··· Provided entries ···

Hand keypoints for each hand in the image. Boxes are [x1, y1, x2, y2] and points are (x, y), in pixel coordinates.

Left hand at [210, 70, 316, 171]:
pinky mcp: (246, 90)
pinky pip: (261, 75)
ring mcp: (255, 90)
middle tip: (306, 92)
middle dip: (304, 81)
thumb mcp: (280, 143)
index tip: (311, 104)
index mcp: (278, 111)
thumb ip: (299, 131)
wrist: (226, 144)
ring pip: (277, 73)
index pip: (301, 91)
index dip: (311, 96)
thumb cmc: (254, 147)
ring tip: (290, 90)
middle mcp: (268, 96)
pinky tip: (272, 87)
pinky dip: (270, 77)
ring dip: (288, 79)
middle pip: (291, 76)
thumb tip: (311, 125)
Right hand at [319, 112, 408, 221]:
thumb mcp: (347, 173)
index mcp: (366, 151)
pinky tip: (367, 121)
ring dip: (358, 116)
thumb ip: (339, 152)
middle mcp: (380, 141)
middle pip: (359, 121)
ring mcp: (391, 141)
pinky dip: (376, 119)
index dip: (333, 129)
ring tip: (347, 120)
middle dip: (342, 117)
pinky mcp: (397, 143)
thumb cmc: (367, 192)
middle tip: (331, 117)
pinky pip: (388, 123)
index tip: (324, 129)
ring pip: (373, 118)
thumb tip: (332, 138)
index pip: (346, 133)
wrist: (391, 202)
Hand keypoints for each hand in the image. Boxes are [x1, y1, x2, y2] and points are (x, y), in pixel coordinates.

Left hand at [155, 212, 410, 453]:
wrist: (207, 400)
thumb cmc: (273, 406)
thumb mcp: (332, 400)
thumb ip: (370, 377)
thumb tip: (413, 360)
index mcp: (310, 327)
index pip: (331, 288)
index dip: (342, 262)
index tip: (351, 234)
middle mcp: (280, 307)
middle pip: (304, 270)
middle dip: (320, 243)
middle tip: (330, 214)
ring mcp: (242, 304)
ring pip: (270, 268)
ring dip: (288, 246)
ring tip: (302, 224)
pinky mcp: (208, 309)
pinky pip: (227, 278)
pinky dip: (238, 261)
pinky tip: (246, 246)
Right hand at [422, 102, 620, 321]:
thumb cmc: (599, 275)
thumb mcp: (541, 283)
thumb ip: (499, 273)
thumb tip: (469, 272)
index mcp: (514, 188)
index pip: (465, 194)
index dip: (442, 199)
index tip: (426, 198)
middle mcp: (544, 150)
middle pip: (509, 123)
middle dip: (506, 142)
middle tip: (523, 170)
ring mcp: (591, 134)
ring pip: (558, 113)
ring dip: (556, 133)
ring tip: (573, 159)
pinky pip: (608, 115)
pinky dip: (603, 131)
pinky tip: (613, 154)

···

▶ Directions
Wherever the string "hand" appears in a line of the records, copy that line.

▶ Answer
Hand keypoints for each hand in the image. Boxes are [x1, y1, x2, y2] and points are (x, y), in pixel coordinates.
Left hand at [210, 70, 316, 171]:
Right hand at [319, 112, 408, 221]:
Hand keypoints for each hand in the image. Boxes are [x1, y1, x2, y2] and points are (x, y), in pixel coordinates.
Left hand at [155, 212, 410, 453]:
Right hand at [422, 102, 620, 321]:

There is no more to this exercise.